In Experiment 1, we tested the first predictions of the ABC hypothesis. Participants carried out two dot-comparison tests, representing two possible measures of ANS acuity. For the first, we introduced stimuli that were neutral regarding the preattentive dimension of object size by equating this size in the to-be-compared arrays. Like what could be expected in a natural setting, this allows variables such as total area, convex hull, and density of the stimulus to covary with numerosity. For the second test, we instead used a deliberate manipulation of object size with stimuli divided into congruent and incongruent regarding this dimension, analogous to the resulting size difference induced by rigorous stimulus control.
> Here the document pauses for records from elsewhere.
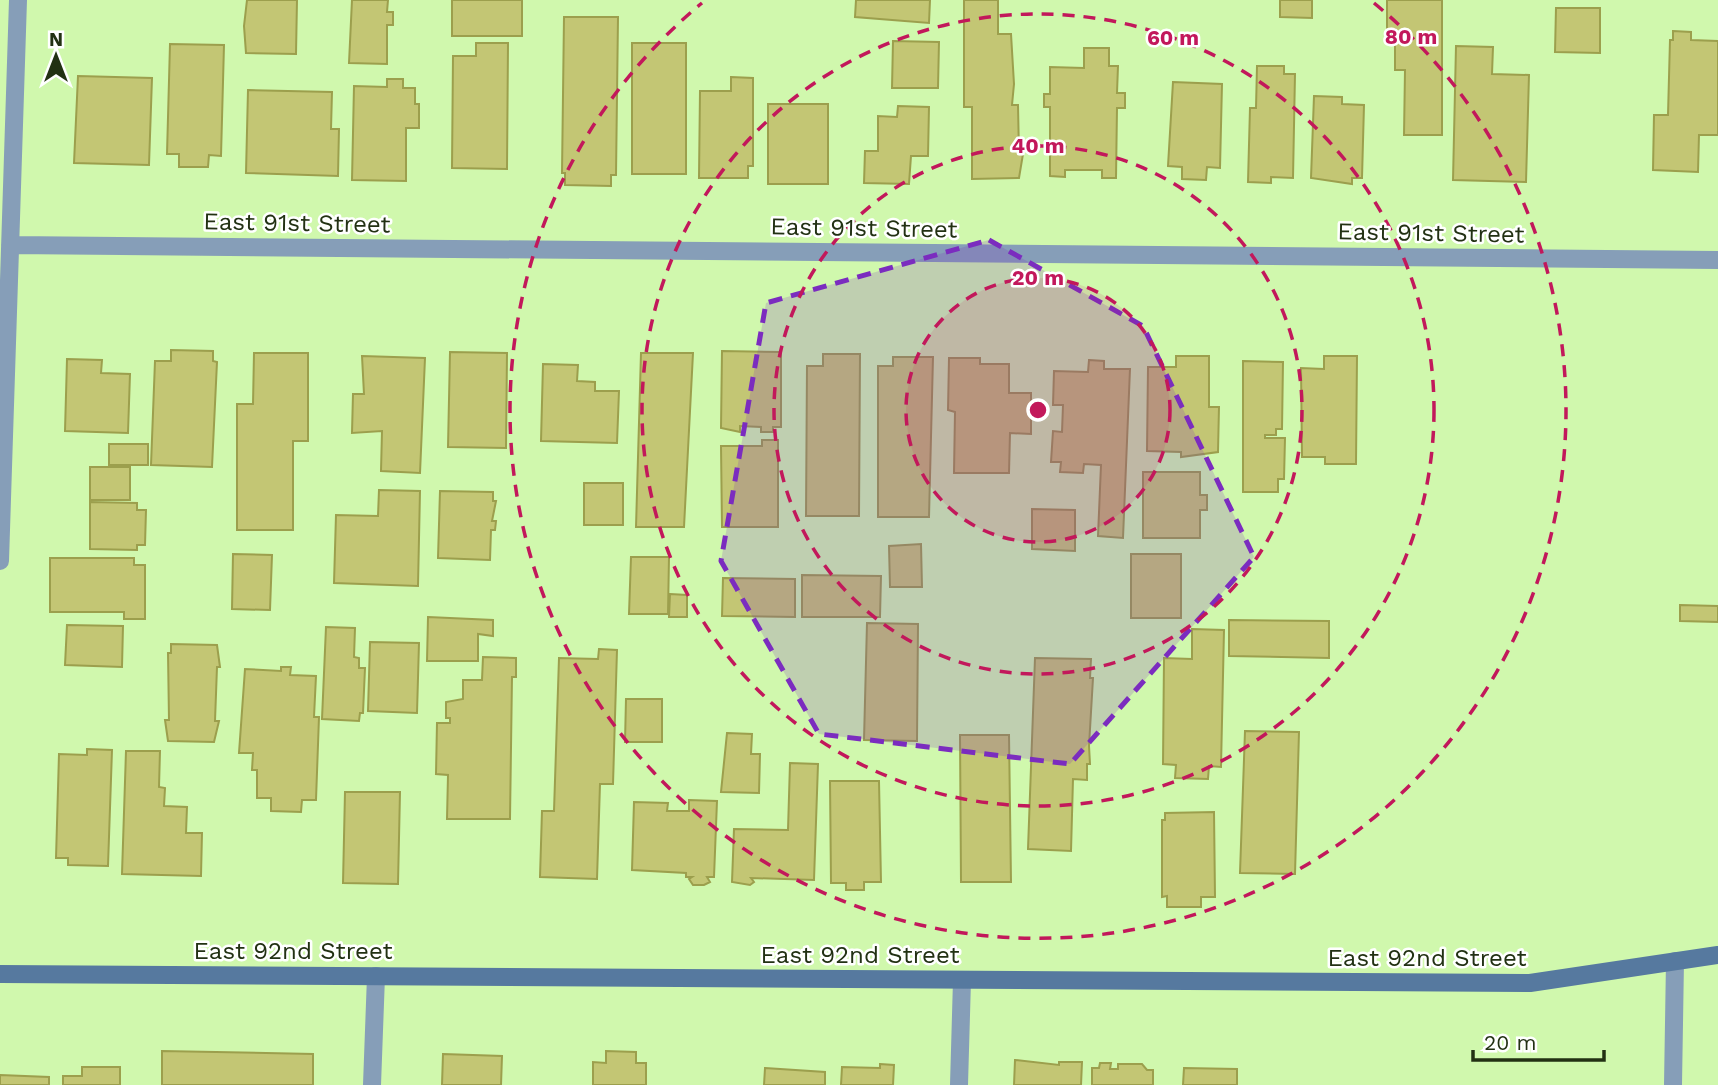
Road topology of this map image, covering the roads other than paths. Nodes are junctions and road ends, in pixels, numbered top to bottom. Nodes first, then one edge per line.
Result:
1 (18, 0) edge
2 (10, 245) junction
3 (1718, 260) edge
4 (0, 560) edge
5 (1718, 956) edge
6 (1675, 961) junction
7 (0, 974) edge
8 (376, 976) junction
9 (962, 981) junction
10 (372, 1085) edge
11 (959, 1085) edge
12 (1673, 1085) edge

1 - 2 street
2 - 3 street, East 91st Street
2 - 4 street
5 - 6 street, East 92nd Street
6 - 9 street, East 92nd Street
6 - 12 street
7 - 8 street, East 92nd Street
8 - 9 street, East 92nd Street
8 - 10 street
9 - 11 street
While performance on the neutral test was correlated with most math-related variables, performance on the size-manipulated test was not. Within the incongruent and congruent subsets of the size-manipulated test, only the incongruent (but not the congruent) subset predicted math variables. This pattern was predicted and mimics results in previous research. Furthermore, the size-manipulated test did not exhibit internal consistency. Performance on the congruent and incongruent stimuli was negatively correlated, and performance on the incongruent stimulus was uncorrelated with total performance on the task. The stimuli used in the first experiment rely on a mere manipulation of size and are not identical to those used in previous ANS research. The claim is not that this study demonstrates that standard control measures would necessarily be subject to the same effects, but the fact that such controls routinely incorporate size differences between stimuli should in itself raise concerns. The results are in line with the hypothesis that using extreme controls for visual cues in dot-comparison tests may contaminate them by introducing additional processes.
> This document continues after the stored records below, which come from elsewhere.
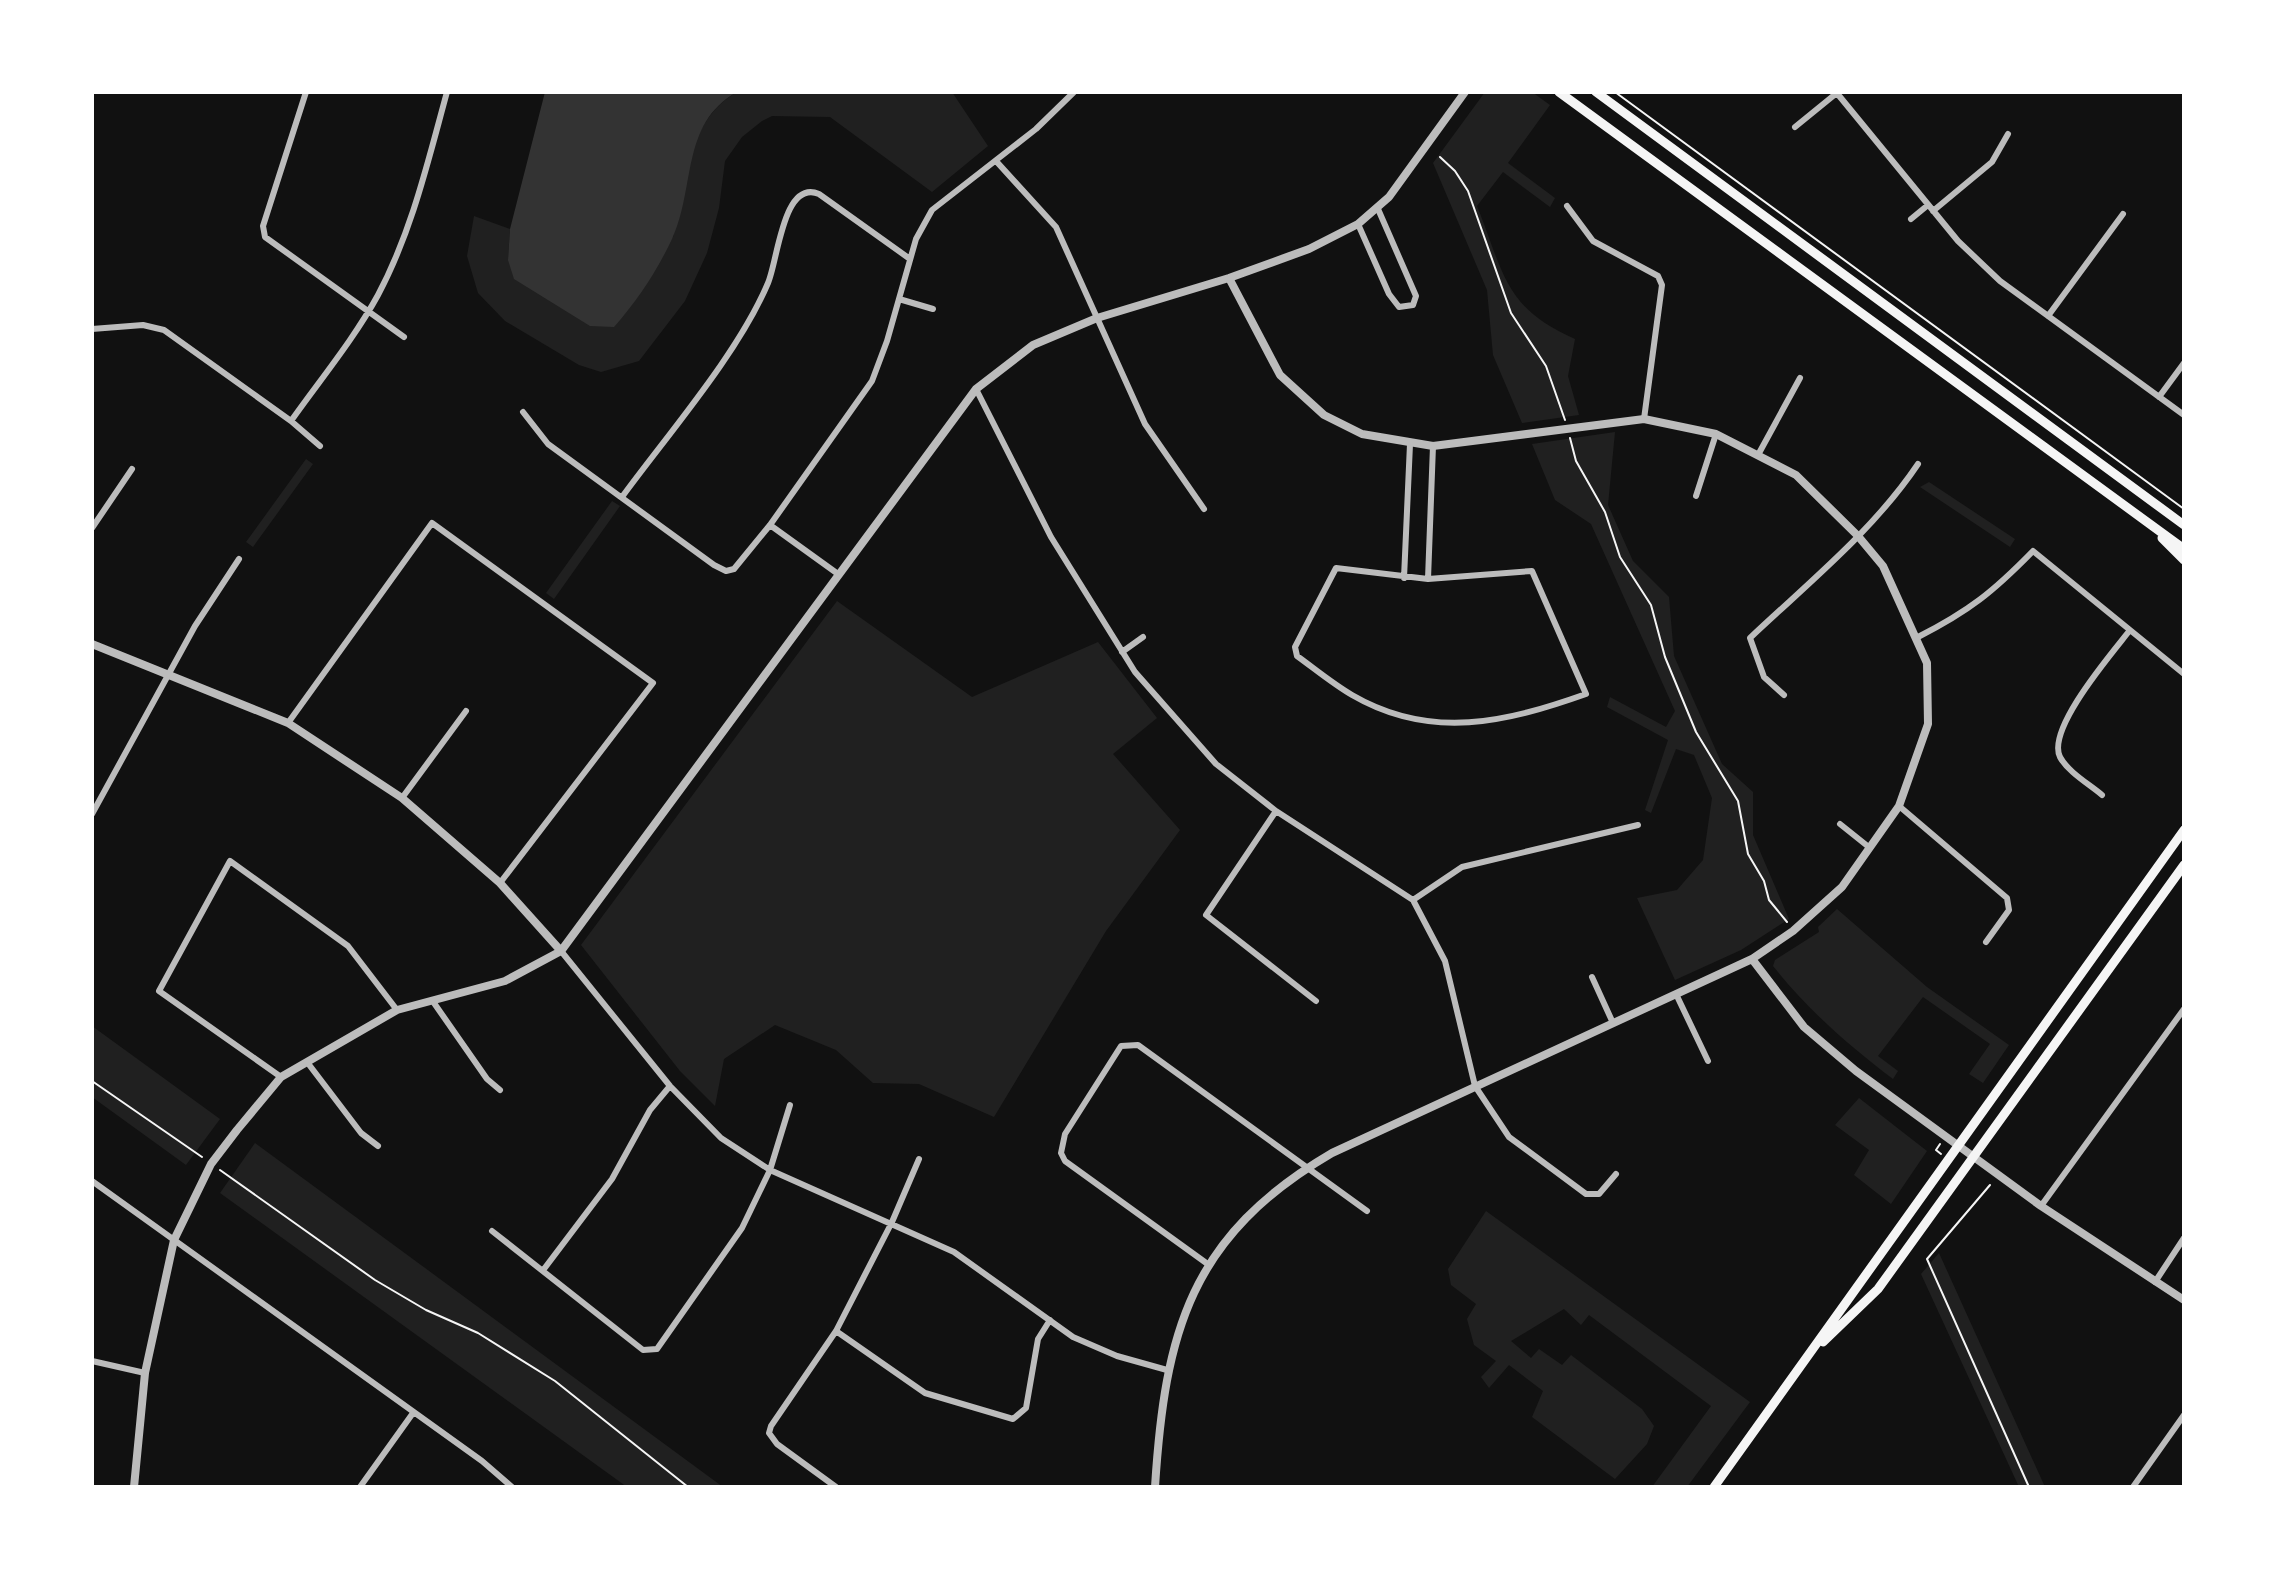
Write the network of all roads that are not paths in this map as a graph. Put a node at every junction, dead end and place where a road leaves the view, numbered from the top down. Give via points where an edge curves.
1 (306, 92) edge
2 (447, 92) edge
3 (1074, 92) edge
4 (1465, 92) edge
5 (1559, 92) edge
6 (1596, 92) edge
7 (1837, 92) edge
8 (1795, 127) dead end
9 (2008, 134) dead end
10 (996, 161) junction
11 (1567, 206) dead end
12 (1931, 208) junction
13 (1378, 209) junction
14 (2123, 214) dead end
15 (1911, 219) dead end
16 (1358, 224) junction
17 (910, 259) junction
18 (1229, 278) junction
19 (899, 299) junction
20 (933, 309) dead end
21 (368, 313) junction
22 (2048, 316) junction
23 (1097, 318) junction
24 (92, 329) edge
25 (404, 337) dead end
26 (2184, 363) edge
27 (1800, 378) dead end
28 (976, 389) junction
29 (2159, 397) junction
30 (523, 412) dead end
31 (2184, 415) edge
32 (1644, 419) junction
33 (291, 421) junction
34 (1716, 434) junction
35 (1410, 444) junction
36 (320, 446) dead end
37 (1433, 446) junction
38 (1758, 455) junction
39 (1918, 464) dead end
40 (132, 469) dead end
41 (1696, 496) dead end
42 (622, 497) junction
43 (1204, 509) dead end
44 (2136, 514) junction
45 (770, 525) junction
46 (2184, 525) edge
47 (92, 528) edge
48 (1858, 536) junction
49 (2184, 549) edge
50 (239, 559) dead end
51 (2184, 560) edge
52 (838, 574) junction
53 (1404, 578) junction
54 (1428, 579) junction
55 (2130, 630) junction
56 (1143, 637) dead end
57 (1918, 637) junction
58 (92, 644) edge
59 (1122, 652) junction
60 (2184, 674) edge
61 (170, 677) junction
62 (1784, 695) dead end
63 (466, 711) dead end
64 (288, 723) junction
65 (2102, 795) dead end
66 (402, 798) junction
67 (1899, 806) junction
68 (1276, 811) junction
69 (92, 814) edge
70 (1840, 824) dead end
71 (1638, 825) dead end
72 (2184, 830) edge
73 (1870, 848) junction
74 (2184, 865) edge
75 (500, 883) junction
76 (1413, 900) junction
77 (1986, 942) dead end
78 (561, 951) junction
79 (1752, 959) junction
80 (1592, 977) dead end
81 (1676, 994) junction
82 (1316, 1001) dead end
83 (434, 1003) junction
84 (2184, 1009) edge
85 (397, 1010) junction
86 (1613, 1023) junction
87 (1708, 1061) dead end
88 (307, 1062) junction
89 (281, 1077) junction
90 (670, 1086) junction
91 (1475, 1086) junction
92 (500, 1090) dead end
93 (790, 1105) dead end
94 (378, 1146) dead end
95 (1958, 1146) junction
96 (1973, 1157) junction
97 (919, 1159) dead end
98 (1307, 1167) junction
99 (770, 1170) junction
100 (1616, 1174) dead end
101 (92, 1181) edge
102 (2041, 1206) junction
103 (1367, 1211) dead end
104 (892, 1222) junction
105 (492, 1231) dead end
106 (2184, 1238) edge
107 (174, 1240) junction
108 (1209, 1265) junction
109 (544, 1269) junction
110 (2155, 1282) junction
111 (2184, 1300) edge
112 (1050, 1320) junction
113 (836, 1331) junction
114 (1814, 1349) junction
115 (92, 1361) edge
116 (1167, 1370) junction
117 (145, 1373) junction
118 (413, 1413) junction
119 (2184, 1415) edge
120 (134, 1487) edge
121 (360, 1487) edge
122 (512, 1487) edge
123 (836, 1487) edge
124 (1155, 1487) edge
125 (1714, 1487) edge
126 (2133, 1487) edge

1 - 21 street via 264,233 273,245
2 - 21 street via 406,232
3 - 10 street
4 - 13 street
5 - 44 main road
6 - 46 main road
7 - 8 street
7 - 12 street
9 - 12 street via 1992,162
10 - 17 street via 932,210
10 - 23 street via 1056,227
11 - 32 street via 1593,241 1658,276 1662,285
12 - 15 street
12 - 22 street via 1979,263
13 - 16 street
13 - 16 street via 1416,296 1413,305 1399,307 1389,294
14 - 22 street
16 - 18 street via 1309,249
17 - 19 street
17 - 42 street via 819,194 802,191 790,205 774,270 749,322
18 - 23 street
18 - 35 street via 1280,375 1324,415 1362,434
19 - 20 street
19 - 45 street via 872,381
21 - 25 street
21 - 33 street
22 - 29 street
23 - 28 street via 1033,345
23 - 43 street via 1145,424
24 - 33 street via 143,325 164,330
26 - 29 street
27 - 38 street
28 - 52 street
28 - 59 street via 1051,537
29 - 31 street
30 - 42 street via 548,444
32 - 34 street
32 - 37 street
33 - 36 street
34 - 38 street
34 - 41 street
35 - 37 street
35 - 53 street
37 - 54 street
38 - 48 street via 1796,475
39 - 48 street
40 - 47 street
42 - 45 street via 714,565 730,570 741,564
44 - 49 main road
44 - 51 main road
45 - 52 street
48 - 57 street via 1883,566
48 - 62 street via 1750,638 1764,677
50 - 61 street
52 - 78 street
53 - 54 street
53 - 54 street via 1336,568 1295,647 1297,656 1354,696 1414,720 1472,724 1524,716 1586,694 1532,571
55 - 57 street via 2033,551 1990,595
55 - 60 street
55 - 65 street via 2080,697 2058,747 2064,762
56 - 59 street
57 - 67 street via 1927,663 1928,724
58 - 61 street
59 - 68 street via 1216,764
61 - 64 street
61 - 69 street
63 - 66 street
64 - 66 street
64 - 75 street via 432,523 653,683
66 - 75 street
67 - 73 street
67 - 77 street via 2007,898 2009,910
68 - 76 street
68 - 82 street via 1206,915
70 - 73 street
71 - 76 street via 1462,867
72 - 95 main road
73 - 79 street via 1842,887
74 - 96 main road
75 - 78 street
76 - 91 street via 1445,961
78 - 83 street via 505,981
78 - 90 street
79 - 81 street
79 - 95 street via 1804,1027
80 - 86 street
81 - 86 street
81 - 87 street
83 - 85 street
83 - 92 street
84 - 102 street
85 - 88 street
85 - 89 street via 348,946 230,861 159,991
86 - 91 street
88 - 89 street
88 - 94 street via 361,1133
89 - 107 street via 211,1164
90 - 99 street via 721,1138
90 - 109 street via 650,1110 612,1179
91 - 98 street
91 - 100 street via 1509,1137 1586,1194 1599,1194
93 - 99 street
95 - 96 street
95 - 114 main road
96 - 102 street
96 - 114 main road via 1878,1289
97 - 104 street
98 - 103 street
98 - 108 street via 1241,1222
98 - 108 street via 1131,1043 1117,1053 1065,1134 1061,1153
99 - 104 street
99 - 109 street via 742,1228 657,1349 649,1352
101 - 107 street
102 - 110 street
104 - 112 street via 954,1252
104 - 113 street
105 - 109 street
106 - 110 street
107 - 117 street
107 - 118 street
108 - 116 street via 1186,1307
110 - 111 street
112 - 113 street via 1038,1339 1029,1400 1021,1415 1005,1418 925,1393
112 - 116 street via 1094,1347
113 - 123 street via 769,1433
114 - 125 main road
115 - 117 street
116 - 124 street
117 - 120 street
118 - 121 street
118 - 122 street
119 - 126 street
The results of Experiment 1 do not speak to what processes might cause congruency effects. Experiment 2 was designed to investigate the cause of these effects. If attention processes are behind congruency effects, these should be reduced with more time to process the stimuli and counteract initial, rapid, bottom-up attention. According to the notion that participants are not using a dedicated system for extracting numerosity, but are guided entirely by nonnumeric cues when estimating number, we should expect the opposite. We found a congruency effect that was reduced by a prolonged presentation. This result supports the idea that congruency effects can be accounted for by attentional processes, but it seems inconsistent with an account suggesting that people fundamentally extract numerosity by means of integrating visual cues.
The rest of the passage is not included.